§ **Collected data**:

☆ ☆ ☆ ☆ ☆ ☆ ☆

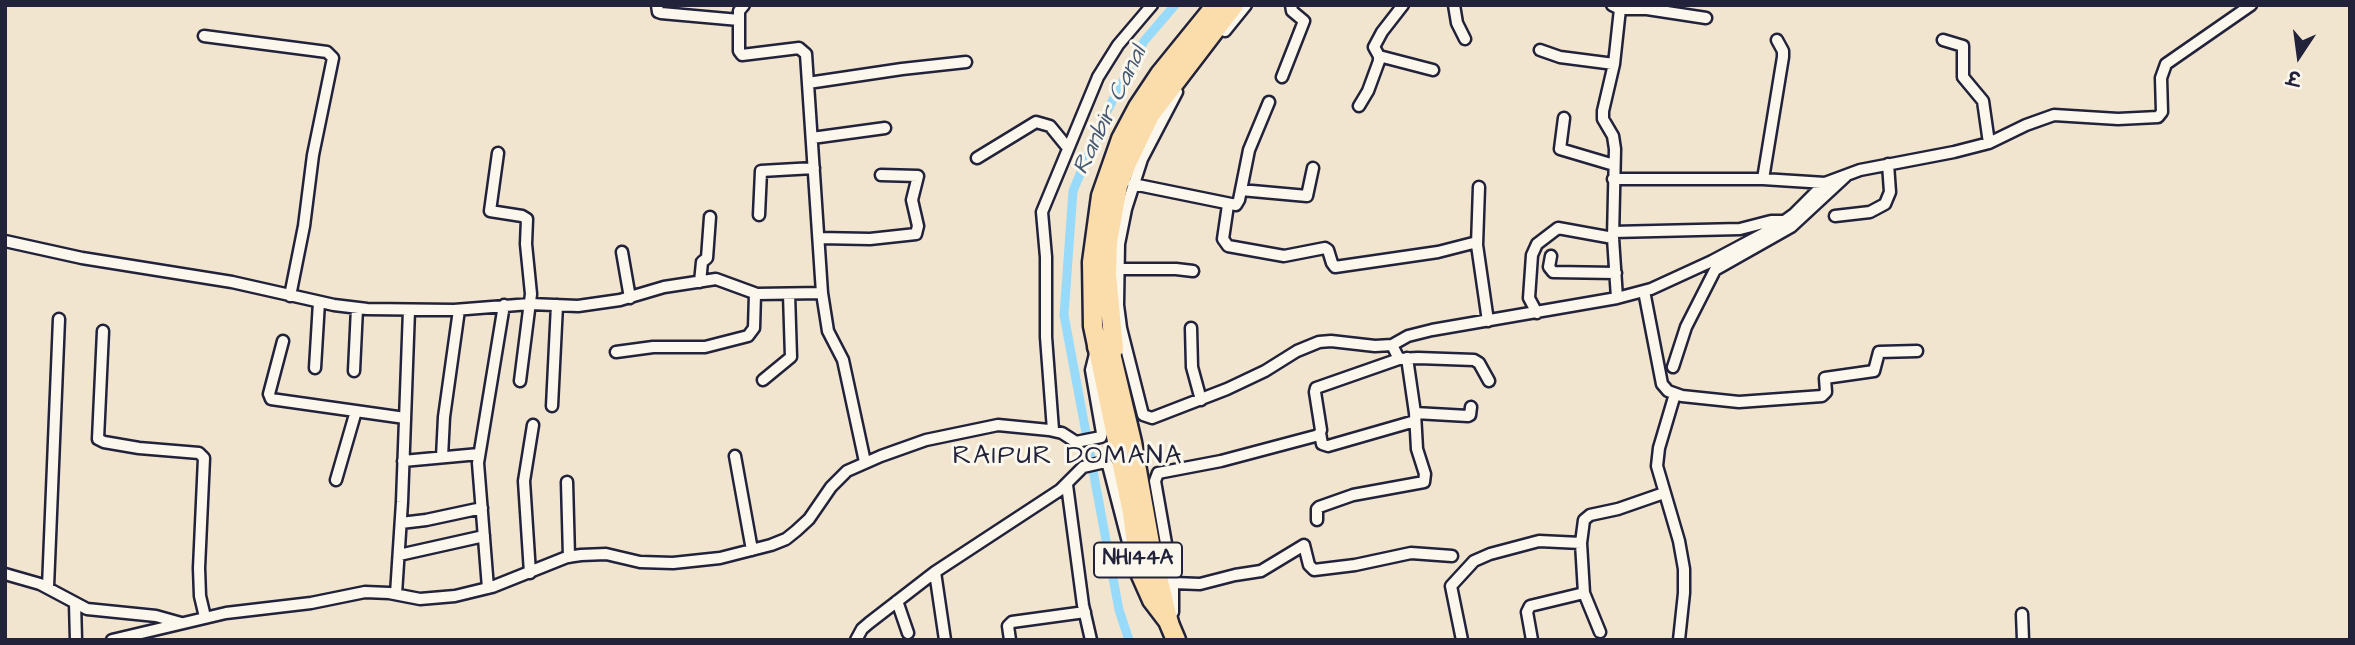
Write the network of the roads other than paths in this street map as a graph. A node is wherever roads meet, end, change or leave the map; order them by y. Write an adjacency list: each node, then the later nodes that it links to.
1 (657, 5): 13 (street)
2 (744, 5): 13 (street)
3 (1152, 5): 31 (street)
4 (1216, 5): 82 (highway, NH144A)
5 (1234, 5): 82 (highway, NH144A)
6 (1246, 5): 43 (street)
7 (1291, 5): 23 (street)
8 (1403, 5): 19 (street)
9 (1454, 5): 15 (street)
10 (2251, 5): 30 (street)
11 (1616, 7): 12 (street); 21 (street)
12 (1706, 18)
13 (739, 20): 24 (street)
14 (204, 36): 65 (street)
15 (1465, 39)
16 (1777, 40): 41 (street)
17 (1943, 40): 30 (street)
18 (1540, 50): 21 (street)
19 (1379, 56): 22 (street); 26 (street)
20 (967, 62): 24 (street)
21 (1614, 64): 35 (street)
22 (1433, 70)
23 (1282, 77)
24 (808, 83): 29 (street)
25 (1269, 102): 45 (street)
26 (1359, 106)
27 (1564, 118): 35 (street)
28 (885, 128): 29 (street)
29 (812, 138): 37 (street)
30 (1989, 143): 34 (street)
31 (1068, 148): 33 (street); 100 (street)
32 (498, 153): 69 (street)
33 (978, 158)
34 (1888, 164): 39 (street); 48 (street)
35 (1614, 165): 40 (street)
36 (1313, 167): 45 (street)
37 (814, 168): 47 (street); 52 (street)
38 (880, 175): 52 (street)
39 (1846, 175): 42 (street); 86 (street)
40 (1613, 179): 41 (street); 51 (street)
41 (1763, 179): 42 (street)
42 (1825, 183): 50 (street)
43 (1133, 184): 46 (street); 57 (street)
44 (1479, 187): 54 (street)
45 (1241, 190): 46 (street)
46 (1228, 205): 54 (street)
47 (759, 215)
48 (1835, 216)
49 (710, 217): 60 (street)
50 (1784, 221): 51 (street); 61 (street)
51 (1613, 235): 59 (street); 75 (street)
52 (819, 238): 63 (street)
53 (5, 241): 65 (street)
54 (1477, 242): 77 (street)
55 (622, 252): 66 (street)
56 (1551, 256): 59 (street)
57 (1118, 269): 58 (street); 93 (street)
58 (1193, 271)
59 (1616, 273): 67 (street)
60 (700, 282): 62 (street); 66 (street)
61 (1644, 291): 67 (street); 92 (street)
62 (755, 293): 64 (street); 84 (street)
63 (822, 293): 64 (street); 107 (street)
64 (789, 294): 89 (street)
65 (290, 296): 68 (street)
66 (630, 298): 71 (street)
67 (1618, 298): 75 (street)
68 (319, 302): 72 (street); 87 (street)
69 (530, 304): 70 (street); 71 (street); 90 (street)
70 (504, 305): 74 (street); 103 (street)
71 (557, 305): 94 (street)
72 (357, 308): 73 (street); 88 (street)
73 (409, 310): 74 (street); 98 (street)
74 (459, 310): 105 (street)
75 (1537, 313): 77 (street)
76 (59, 319): 126 (street)
77 (1488, 321): 81 (street)
78 (1191, 328): 93 (street)
79 (103, 331): 134 (street)
80 (283, 341): 96 (street)
81 (1392, 345): 85 (street); 93 (street)
82 (1104, 348): 102 (highway, NH144A); 138 (main road)
83 (1917, 351): 92 (street)
84 (616, 352)
85 (1403, 359): 91 (street); 97 (street); 101 (street)
86 (1673, 367)
87 (315, 368)
88 (354, 371)
89 (764, 380)
90 (520, 381)
91 (1489, 381)
92 (1675, 394): 111 (street)
93 (1201, 400)
94 (552, 406)
95 (1471, 407): 97 (street)
96 (356, 411): 98 (street); 108 (street)
97 (1415, 417): 101 (street); 113 (street)
98 (405, 418): 106 (street)
99 (533, 425): 123 (street)
100 (1053, 430): 102 (street); 107 (street)
101 (1320, 433): 125 (street)
102 (1106, 435): 121 (highway, NH144A)
103 (479, 454): 105 (street); 112 (street)
104 (735, 456): 117 (street)
105 (442, 457): 106 (street)
106 (403, 461): 114 (street)
107 (865, 462): 117 (street)
108 (336, 480)
109 (567, 482): 120 (street)
110 (1066, 485): 121 (street); 122 (street); 132 (street)
111 (1664, 493): 116 (street); 147 (street)
112 (482, 508): 114 (street); 115 (street)
113 (1317, 520)
114 (401, 523): 118 (street)
115 (484, 536): 118 (street); 127 (street)
116 (1581, 543): 128 (street); 145 (street)
117 (752, 550): 120 (street)
118 (399, 555): 129 (street)
119 (1452, 556): 125 (street)
120 (569, 557): 123 (street)
121 (1139, 565): 138 (highway, NH144A)
122 (935, 572): 130 (street); 142 (street)
123 (530, 573): 127 (street)
124 (5, 574): 126 (street)
125 (1174, 583): 138 (street)
126 (48, 587): 131 (street)
127 (488, 588): 129 (street)
128 (1584, 593): 136 (street); 146 (street)
129 (396, 594): 134 (street)
130 (897, 601): 137 (street); 141 (street)
131 (75, 603): 135 (street); 139 (street)
132 (1085, 612): 143 (street); 144 (street)
133 (2022, 614): 148 (street)
134 (205, 618): 135 (street)
135 (181, 623): 140 (street)
136 (1600, 632)
137 (908, 633)
138 (1174, 635)
139 (76, 640)
140 (112, 640)
141 (856, 640)
142 (945, 640)
143 (1010, 640)
144 (1091, 640)
145 (1462, 640)
146 (1532, 640)
147 (1679, 640)
148 (2023, 640)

☆ ☆ ☆ ☆ ☆ ☆ ☆

§ **DIRECTIONS**:
A bare number is all that is asked for: the count of lines above that include "highway".

§ **TASK RESPONSE**:
5